Dans la poésie littéraire, la rime n'est donc pas un simple « écho sonore » visant, comme disent certains traités, au « plaisir » qui naîtrait de la « répétition ». Les schémas rimiques structurent totalement le poème en une succession de groupes emboîtés de vers, dont on peut mesurer la complexité : dans ces sizains classiques, le schéma AAB-CCB détermine quatre niveaux de structure métrique, puisque certains vers (premier niveau) sont regroupés en distiques (deuxième niveau), que chaque distique forme une cellule avec le vers suivant (troisième niveau), et qu'une paire de cellules forme une strophe (quatrième niveau). Il existe en fait un cinquième niveau d'« infrastructure » métrique pourrait-on dire, si on tient compte de ce que les alexandrins des distiques sont eux-mêmes composés d'hémistiches de 6 syllabes.

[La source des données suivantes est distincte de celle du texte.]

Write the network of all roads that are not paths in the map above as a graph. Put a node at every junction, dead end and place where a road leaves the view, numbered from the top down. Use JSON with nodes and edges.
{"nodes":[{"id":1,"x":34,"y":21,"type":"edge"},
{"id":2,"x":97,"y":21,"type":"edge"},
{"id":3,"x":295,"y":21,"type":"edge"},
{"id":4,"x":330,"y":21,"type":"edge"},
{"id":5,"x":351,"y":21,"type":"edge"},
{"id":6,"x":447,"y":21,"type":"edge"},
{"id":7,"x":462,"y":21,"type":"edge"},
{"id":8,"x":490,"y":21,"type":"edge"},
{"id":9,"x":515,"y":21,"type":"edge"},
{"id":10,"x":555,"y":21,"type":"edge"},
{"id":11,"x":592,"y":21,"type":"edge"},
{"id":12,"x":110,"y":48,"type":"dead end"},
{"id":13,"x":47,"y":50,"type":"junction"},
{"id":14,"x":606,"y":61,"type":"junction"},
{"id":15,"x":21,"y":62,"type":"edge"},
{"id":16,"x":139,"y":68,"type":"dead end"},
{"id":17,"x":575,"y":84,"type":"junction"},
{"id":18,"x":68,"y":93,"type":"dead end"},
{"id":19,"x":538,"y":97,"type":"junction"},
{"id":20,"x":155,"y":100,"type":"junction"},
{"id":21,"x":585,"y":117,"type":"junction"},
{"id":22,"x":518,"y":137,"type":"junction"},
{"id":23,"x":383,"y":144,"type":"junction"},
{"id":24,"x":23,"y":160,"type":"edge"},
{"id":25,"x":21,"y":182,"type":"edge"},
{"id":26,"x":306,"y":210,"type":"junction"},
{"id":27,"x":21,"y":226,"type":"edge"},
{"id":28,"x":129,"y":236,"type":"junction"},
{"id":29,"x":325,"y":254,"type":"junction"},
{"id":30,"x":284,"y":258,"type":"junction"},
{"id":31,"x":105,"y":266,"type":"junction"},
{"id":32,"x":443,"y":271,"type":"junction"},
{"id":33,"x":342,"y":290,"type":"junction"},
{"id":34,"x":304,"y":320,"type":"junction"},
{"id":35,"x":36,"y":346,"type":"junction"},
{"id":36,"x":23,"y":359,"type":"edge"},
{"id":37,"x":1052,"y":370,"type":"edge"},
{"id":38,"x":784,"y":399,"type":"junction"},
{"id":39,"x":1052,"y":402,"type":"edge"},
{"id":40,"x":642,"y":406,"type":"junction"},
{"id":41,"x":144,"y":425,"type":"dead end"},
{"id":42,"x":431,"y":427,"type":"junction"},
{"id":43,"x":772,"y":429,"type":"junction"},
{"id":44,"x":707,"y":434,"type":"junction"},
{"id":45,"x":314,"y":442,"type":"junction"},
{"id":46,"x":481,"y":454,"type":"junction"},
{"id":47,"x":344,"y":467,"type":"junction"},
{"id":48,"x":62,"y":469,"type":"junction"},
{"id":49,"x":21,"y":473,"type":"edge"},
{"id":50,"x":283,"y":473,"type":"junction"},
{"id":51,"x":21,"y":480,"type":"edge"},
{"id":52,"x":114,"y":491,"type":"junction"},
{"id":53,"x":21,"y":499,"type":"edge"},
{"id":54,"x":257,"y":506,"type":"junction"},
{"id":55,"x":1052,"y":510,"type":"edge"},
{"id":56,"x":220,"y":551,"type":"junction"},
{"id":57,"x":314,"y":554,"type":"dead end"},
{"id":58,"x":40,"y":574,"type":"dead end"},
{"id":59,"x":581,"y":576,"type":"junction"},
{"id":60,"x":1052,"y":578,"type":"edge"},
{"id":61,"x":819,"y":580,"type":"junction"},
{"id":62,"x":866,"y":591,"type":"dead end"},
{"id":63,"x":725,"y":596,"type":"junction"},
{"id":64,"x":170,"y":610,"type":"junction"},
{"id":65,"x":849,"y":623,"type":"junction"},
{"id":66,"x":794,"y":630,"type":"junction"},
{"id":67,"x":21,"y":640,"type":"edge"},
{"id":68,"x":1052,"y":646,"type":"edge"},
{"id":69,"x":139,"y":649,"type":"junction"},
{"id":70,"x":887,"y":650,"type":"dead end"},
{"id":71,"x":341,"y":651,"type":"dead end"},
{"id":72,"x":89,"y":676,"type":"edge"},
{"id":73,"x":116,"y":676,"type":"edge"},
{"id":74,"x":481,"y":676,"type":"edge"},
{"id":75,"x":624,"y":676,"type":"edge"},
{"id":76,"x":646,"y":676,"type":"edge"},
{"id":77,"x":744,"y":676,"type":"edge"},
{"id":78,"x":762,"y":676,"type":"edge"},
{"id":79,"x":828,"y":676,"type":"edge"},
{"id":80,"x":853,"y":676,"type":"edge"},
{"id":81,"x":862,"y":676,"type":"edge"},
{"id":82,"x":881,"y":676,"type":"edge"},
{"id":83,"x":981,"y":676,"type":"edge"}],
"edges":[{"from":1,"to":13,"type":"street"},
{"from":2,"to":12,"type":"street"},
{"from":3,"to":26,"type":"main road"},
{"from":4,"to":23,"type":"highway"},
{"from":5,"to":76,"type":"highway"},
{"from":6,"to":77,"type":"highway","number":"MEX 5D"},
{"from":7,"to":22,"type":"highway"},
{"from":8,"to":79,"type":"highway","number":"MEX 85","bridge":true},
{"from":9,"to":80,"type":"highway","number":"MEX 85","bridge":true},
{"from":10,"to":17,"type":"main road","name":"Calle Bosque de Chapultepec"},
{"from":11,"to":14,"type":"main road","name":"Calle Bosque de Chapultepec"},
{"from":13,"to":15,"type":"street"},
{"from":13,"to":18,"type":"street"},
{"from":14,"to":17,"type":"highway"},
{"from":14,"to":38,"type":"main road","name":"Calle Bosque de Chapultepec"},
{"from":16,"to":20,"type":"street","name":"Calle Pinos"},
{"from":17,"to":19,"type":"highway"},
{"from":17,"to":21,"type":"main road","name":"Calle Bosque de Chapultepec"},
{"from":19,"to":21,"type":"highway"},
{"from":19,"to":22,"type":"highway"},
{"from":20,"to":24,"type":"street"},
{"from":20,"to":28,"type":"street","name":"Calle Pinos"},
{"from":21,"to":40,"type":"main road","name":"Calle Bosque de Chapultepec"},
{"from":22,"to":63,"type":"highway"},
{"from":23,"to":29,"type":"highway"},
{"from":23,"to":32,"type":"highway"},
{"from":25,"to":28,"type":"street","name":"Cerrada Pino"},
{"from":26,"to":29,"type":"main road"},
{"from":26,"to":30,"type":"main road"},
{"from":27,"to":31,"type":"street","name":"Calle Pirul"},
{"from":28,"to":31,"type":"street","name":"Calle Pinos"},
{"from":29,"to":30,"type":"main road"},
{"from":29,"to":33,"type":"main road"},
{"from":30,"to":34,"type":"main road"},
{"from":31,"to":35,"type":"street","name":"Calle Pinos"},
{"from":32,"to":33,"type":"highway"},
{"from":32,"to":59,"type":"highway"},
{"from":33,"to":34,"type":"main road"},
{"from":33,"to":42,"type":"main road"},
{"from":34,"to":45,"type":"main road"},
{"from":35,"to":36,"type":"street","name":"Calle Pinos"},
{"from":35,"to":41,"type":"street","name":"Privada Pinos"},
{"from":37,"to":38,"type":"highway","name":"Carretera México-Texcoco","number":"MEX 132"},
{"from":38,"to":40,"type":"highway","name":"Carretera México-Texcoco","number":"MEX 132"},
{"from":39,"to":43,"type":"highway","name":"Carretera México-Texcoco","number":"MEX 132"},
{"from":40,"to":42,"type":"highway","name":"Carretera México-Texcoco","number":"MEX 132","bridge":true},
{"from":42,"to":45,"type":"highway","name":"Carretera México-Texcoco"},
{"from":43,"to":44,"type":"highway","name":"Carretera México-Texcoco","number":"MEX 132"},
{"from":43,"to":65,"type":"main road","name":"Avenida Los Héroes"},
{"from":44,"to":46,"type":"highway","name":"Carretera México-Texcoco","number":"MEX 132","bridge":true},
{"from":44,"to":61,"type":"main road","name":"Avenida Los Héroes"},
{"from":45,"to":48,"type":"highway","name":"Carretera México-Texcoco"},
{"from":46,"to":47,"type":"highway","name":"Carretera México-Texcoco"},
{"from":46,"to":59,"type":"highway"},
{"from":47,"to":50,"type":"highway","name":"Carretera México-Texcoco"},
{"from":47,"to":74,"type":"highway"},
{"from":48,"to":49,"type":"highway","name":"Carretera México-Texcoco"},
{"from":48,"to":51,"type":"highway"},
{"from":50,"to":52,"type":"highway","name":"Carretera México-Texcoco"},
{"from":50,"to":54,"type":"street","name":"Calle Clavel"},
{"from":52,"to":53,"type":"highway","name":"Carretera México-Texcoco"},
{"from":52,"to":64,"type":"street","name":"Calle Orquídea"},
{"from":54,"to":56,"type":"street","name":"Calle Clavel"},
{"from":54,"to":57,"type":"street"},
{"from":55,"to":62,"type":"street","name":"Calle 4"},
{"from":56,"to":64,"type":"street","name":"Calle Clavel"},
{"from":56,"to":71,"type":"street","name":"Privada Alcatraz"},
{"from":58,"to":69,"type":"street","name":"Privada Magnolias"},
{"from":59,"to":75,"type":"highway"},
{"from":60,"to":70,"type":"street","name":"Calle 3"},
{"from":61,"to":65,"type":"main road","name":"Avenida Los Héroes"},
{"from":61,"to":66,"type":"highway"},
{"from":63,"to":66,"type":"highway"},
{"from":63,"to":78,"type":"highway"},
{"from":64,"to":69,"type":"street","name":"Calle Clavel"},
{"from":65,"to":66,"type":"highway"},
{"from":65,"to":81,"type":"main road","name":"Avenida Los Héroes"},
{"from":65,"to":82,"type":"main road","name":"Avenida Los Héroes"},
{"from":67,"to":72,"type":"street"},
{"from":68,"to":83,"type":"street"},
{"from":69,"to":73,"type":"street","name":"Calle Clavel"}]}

Les schémas rimiques de base les plus communs dans la poésie française classique sont, outre la suite AAB-CCB formant des sizains, la paire A-A qui forme les distiques dits à rimes plates en séries du type AABBCC..., et la forme dite croisée AB-AB ( quatrains). Ces trois formes ont en commun d'être composées de deux cellules (de un, deux ou trois vers) rimant entre elles par leur dernier vers : A rime avec A dans chaque distique A-A (cellules simples de un vers), AB rime avec AB̄ dans AB-AB (cellules composées de deux vers), AAB rime avec CCB dans AAB-CCB (cellules composées d'un distique et d'un vers). La forme dite embrassée AB-BA, souvent mélangée avec la forme AB-AB comme équivalente, en est une variante, comme la forme AAB-CBC de sizain est une variante de AAB-CCB, par l'ordre inverse des rimes à la fin de la deuxième cellule. La réunion de deux schémas de telles strophes simples définit parfois une strophe composée, comme le dizain ABAB-CCD-EED, résultant de la combinaison d'un quatrain AB-AB et d'un sizain AAB-CCB. Ces formes composées reposent le plus souvent sur la succession de deux éléments seulement, suivant un principe limitatif de composition binaire[...]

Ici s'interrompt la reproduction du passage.